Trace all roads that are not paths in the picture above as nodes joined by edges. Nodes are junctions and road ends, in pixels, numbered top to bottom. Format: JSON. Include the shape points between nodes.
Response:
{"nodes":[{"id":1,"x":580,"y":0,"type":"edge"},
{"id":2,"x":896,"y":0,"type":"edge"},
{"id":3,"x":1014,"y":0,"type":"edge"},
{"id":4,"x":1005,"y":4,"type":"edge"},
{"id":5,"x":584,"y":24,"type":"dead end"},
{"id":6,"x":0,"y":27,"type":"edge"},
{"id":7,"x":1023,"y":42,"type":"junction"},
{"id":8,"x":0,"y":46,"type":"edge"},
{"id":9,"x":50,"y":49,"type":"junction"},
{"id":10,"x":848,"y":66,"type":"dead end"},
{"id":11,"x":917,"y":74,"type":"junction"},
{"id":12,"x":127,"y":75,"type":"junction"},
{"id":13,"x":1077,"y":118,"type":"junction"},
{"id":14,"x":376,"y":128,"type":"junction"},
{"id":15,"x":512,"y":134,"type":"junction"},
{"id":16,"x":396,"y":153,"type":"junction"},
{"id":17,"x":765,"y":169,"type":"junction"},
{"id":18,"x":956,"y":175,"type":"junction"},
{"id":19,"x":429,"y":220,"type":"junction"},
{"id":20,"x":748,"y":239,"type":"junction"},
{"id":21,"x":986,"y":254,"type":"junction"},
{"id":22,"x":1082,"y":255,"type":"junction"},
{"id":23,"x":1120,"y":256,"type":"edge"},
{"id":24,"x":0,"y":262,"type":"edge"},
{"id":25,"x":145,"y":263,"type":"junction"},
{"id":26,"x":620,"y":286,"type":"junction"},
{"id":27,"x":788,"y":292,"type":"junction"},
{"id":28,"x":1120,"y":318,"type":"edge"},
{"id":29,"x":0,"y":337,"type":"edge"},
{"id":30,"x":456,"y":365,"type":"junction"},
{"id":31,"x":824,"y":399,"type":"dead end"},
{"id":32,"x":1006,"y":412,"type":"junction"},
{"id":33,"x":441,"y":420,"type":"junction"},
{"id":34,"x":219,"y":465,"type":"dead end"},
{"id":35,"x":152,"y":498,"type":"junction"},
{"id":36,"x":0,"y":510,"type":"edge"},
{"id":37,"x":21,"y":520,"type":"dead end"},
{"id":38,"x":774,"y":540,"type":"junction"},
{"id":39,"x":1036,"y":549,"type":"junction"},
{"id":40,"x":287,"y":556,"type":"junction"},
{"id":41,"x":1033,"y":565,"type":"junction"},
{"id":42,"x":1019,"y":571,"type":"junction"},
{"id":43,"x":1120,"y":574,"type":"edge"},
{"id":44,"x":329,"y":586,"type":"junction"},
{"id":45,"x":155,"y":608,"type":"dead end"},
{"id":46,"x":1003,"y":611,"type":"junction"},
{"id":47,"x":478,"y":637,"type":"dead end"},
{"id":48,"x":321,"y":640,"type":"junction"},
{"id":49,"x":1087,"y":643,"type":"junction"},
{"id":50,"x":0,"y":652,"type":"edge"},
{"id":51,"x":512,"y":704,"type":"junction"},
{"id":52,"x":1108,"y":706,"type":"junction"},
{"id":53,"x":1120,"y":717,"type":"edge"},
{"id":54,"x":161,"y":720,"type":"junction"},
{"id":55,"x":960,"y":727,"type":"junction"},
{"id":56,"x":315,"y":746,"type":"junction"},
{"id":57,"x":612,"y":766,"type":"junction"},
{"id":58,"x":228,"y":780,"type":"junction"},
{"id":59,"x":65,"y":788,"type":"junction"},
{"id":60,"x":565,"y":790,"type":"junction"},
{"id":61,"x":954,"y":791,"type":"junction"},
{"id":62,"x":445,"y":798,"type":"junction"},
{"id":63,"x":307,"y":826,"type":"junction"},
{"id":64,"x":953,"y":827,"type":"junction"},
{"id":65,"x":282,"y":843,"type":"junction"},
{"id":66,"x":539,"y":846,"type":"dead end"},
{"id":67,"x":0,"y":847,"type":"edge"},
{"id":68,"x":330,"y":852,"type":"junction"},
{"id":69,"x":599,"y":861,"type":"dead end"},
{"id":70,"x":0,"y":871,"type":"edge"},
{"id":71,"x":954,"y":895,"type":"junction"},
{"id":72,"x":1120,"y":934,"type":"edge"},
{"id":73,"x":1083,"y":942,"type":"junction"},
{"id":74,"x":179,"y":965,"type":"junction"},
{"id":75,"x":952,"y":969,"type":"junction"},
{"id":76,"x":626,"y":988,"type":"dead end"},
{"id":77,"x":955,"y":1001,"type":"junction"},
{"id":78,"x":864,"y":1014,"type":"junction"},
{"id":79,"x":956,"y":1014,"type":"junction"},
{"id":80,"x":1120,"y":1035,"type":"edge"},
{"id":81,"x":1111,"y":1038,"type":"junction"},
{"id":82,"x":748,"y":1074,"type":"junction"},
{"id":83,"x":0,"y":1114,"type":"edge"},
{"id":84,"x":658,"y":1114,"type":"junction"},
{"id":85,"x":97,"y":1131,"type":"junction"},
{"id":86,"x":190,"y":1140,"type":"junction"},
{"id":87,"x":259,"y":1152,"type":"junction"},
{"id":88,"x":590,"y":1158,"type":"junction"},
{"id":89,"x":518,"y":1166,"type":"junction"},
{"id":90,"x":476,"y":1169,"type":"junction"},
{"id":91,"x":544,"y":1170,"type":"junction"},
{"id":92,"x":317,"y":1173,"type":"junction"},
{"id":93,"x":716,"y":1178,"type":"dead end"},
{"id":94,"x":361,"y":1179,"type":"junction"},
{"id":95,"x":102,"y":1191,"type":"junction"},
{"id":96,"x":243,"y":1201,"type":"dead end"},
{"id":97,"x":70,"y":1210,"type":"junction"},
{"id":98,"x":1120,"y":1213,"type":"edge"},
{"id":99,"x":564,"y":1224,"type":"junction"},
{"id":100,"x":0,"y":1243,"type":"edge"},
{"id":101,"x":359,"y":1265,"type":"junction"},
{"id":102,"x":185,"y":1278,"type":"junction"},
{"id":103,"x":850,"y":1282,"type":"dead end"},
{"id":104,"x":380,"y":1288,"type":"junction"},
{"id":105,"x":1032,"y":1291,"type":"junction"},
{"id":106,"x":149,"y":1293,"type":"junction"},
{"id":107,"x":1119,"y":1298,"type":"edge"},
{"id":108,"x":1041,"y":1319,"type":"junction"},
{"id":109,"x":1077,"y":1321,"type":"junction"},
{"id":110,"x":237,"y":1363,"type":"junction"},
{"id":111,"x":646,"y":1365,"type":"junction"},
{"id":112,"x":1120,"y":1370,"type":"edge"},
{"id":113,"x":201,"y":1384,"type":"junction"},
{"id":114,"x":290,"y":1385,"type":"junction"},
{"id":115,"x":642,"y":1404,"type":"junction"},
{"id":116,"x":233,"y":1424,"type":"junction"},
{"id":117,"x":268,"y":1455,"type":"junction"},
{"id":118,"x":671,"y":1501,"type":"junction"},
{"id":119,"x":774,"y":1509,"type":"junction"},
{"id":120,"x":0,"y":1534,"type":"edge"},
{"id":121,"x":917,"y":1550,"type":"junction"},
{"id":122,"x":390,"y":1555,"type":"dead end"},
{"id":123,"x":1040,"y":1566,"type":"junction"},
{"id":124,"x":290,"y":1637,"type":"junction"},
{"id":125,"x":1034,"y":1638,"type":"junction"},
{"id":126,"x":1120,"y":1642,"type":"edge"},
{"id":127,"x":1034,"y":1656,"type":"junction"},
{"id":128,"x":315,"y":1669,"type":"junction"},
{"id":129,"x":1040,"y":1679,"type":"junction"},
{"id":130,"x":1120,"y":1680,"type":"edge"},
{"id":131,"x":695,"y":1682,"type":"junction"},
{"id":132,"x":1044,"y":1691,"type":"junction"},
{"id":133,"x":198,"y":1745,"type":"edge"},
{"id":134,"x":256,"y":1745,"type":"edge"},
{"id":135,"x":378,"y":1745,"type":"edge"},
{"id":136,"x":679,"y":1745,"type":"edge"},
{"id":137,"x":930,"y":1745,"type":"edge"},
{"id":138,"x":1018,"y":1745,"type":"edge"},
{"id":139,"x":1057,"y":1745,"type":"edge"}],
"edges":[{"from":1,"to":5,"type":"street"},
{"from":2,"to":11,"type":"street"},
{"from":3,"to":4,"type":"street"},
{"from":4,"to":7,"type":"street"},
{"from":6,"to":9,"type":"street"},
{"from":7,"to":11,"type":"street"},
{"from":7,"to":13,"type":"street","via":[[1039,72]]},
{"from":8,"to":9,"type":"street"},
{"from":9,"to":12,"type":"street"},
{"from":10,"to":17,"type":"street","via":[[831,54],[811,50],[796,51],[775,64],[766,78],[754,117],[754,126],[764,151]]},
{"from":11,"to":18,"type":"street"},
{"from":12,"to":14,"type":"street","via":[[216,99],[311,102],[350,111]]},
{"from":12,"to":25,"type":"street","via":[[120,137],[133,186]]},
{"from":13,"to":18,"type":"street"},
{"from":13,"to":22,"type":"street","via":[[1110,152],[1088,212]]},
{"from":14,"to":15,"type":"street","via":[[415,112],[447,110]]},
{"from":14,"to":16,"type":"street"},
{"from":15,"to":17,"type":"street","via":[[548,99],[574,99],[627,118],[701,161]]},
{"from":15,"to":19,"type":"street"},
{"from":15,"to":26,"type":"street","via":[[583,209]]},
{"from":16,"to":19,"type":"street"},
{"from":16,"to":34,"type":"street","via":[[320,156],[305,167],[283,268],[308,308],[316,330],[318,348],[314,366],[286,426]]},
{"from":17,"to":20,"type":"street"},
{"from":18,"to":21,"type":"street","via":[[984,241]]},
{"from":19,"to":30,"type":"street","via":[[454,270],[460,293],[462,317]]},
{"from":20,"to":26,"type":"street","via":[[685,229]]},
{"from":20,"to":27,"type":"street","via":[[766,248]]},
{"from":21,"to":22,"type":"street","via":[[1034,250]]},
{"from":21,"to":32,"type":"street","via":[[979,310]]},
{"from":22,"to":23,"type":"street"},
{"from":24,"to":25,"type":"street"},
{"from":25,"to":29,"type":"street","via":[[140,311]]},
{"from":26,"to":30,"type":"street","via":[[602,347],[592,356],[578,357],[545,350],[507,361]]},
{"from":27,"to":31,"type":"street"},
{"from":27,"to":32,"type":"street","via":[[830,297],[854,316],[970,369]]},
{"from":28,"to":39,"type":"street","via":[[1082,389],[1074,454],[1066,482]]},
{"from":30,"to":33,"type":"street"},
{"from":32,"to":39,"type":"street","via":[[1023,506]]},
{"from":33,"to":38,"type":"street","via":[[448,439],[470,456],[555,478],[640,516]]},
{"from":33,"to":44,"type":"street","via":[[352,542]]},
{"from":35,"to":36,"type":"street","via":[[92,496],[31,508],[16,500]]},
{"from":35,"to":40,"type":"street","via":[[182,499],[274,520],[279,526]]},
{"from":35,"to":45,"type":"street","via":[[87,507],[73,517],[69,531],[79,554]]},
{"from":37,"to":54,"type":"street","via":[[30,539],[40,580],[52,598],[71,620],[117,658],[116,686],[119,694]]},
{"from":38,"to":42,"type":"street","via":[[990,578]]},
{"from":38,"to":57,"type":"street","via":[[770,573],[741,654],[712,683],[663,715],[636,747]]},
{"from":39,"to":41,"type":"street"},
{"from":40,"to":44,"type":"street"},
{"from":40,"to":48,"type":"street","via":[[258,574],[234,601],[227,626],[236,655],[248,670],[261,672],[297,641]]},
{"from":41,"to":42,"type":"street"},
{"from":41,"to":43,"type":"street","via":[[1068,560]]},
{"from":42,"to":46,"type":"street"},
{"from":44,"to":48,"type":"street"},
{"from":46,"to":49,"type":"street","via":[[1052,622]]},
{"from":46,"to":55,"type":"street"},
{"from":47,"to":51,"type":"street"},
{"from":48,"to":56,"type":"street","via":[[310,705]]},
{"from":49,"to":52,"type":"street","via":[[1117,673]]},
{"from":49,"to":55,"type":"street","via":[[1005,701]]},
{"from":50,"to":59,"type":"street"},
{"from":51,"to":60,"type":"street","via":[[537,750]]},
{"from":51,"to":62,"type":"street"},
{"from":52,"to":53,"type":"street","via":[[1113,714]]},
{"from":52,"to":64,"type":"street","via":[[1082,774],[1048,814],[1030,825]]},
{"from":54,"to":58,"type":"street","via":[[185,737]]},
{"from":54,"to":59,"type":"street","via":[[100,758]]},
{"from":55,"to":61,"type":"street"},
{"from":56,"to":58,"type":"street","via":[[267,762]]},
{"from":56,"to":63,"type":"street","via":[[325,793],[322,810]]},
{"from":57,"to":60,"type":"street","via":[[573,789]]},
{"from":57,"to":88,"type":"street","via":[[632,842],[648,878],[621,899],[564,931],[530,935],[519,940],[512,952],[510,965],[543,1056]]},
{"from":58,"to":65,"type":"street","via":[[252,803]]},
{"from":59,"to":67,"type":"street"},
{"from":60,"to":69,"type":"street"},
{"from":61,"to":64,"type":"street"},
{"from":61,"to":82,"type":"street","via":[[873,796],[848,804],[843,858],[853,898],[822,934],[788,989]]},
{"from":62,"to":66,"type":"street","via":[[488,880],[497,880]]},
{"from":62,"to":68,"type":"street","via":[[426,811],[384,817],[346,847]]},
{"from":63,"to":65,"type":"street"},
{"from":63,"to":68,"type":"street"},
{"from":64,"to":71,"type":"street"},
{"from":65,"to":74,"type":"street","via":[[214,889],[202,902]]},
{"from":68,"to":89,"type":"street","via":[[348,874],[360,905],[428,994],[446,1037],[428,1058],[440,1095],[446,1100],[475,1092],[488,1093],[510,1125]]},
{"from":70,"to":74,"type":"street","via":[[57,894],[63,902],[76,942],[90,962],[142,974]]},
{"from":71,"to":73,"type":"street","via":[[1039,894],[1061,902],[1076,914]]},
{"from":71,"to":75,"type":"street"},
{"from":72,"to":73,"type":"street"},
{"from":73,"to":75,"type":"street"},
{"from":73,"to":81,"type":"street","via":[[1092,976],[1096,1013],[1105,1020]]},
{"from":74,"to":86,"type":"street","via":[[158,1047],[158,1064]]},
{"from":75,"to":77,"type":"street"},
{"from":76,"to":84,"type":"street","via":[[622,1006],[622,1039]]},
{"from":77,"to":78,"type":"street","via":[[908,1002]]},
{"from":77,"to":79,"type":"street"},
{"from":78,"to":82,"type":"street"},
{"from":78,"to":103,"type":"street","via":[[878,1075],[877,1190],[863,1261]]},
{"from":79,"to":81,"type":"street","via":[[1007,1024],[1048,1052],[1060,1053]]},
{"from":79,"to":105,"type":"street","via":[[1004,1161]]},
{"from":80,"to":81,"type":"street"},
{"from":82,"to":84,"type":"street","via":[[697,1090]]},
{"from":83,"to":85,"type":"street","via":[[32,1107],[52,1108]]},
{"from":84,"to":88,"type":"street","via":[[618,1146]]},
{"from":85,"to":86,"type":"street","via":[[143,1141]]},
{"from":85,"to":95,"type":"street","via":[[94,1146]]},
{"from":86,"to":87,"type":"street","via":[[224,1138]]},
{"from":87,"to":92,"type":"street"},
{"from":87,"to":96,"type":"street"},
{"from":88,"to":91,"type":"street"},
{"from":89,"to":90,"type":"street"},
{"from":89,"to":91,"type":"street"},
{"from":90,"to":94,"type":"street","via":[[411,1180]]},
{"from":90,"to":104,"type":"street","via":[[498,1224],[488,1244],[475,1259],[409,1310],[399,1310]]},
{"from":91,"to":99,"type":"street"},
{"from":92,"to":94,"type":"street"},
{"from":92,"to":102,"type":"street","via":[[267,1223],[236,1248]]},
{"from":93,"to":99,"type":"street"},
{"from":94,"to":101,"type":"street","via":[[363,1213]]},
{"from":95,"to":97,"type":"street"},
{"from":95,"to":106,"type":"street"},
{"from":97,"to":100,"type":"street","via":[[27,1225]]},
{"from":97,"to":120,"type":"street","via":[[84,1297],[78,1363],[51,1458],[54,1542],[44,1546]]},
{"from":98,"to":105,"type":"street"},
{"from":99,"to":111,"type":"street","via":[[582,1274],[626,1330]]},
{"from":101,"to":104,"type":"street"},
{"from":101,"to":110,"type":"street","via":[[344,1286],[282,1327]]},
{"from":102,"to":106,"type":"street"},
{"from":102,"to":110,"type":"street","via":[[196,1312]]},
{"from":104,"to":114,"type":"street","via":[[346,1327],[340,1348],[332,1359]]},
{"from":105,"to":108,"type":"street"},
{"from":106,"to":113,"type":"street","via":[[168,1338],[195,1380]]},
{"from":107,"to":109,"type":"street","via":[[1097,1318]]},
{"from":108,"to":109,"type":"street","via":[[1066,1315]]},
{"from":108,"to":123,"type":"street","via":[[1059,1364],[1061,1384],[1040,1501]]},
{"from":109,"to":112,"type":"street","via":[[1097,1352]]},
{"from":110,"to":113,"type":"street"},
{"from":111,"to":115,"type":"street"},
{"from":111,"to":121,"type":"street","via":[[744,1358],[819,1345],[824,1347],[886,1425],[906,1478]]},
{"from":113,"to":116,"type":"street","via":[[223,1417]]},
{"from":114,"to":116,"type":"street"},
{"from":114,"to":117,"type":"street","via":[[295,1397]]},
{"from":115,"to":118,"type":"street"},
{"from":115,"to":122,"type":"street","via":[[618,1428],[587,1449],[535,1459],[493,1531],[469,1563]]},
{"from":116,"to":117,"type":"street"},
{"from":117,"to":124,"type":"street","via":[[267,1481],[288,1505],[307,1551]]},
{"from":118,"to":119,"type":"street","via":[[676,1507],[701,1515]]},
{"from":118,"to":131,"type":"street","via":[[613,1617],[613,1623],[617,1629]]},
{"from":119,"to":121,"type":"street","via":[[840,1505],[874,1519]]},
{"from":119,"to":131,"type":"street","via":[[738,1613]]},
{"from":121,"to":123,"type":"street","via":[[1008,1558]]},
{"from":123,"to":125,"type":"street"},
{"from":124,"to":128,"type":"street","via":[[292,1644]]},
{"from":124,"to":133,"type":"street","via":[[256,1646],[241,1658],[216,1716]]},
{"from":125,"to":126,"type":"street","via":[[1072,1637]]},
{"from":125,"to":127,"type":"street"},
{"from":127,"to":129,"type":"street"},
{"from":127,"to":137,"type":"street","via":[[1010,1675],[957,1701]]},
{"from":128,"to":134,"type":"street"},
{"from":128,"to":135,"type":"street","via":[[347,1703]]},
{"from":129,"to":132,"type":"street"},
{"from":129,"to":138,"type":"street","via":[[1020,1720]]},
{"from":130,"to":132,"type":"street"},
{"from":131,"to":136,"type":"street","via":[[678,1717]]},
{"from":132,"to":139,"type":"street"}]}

########################################

◆ **ABOUT THIS EXERCISE**:
Whenever a line in the entries holds the word "nodes", copy that line.

◆ **TASK OUTPUT**:
Trace all roads that are not paths in the picture above as nodes joined by edges. Nodes are junctions and road ends, in pixels, numbered top to bottom. Format: JSON. Include the shape points between nodes.
{"nodes":[{"id":1,"x":580,"y":0,"type":"edge"},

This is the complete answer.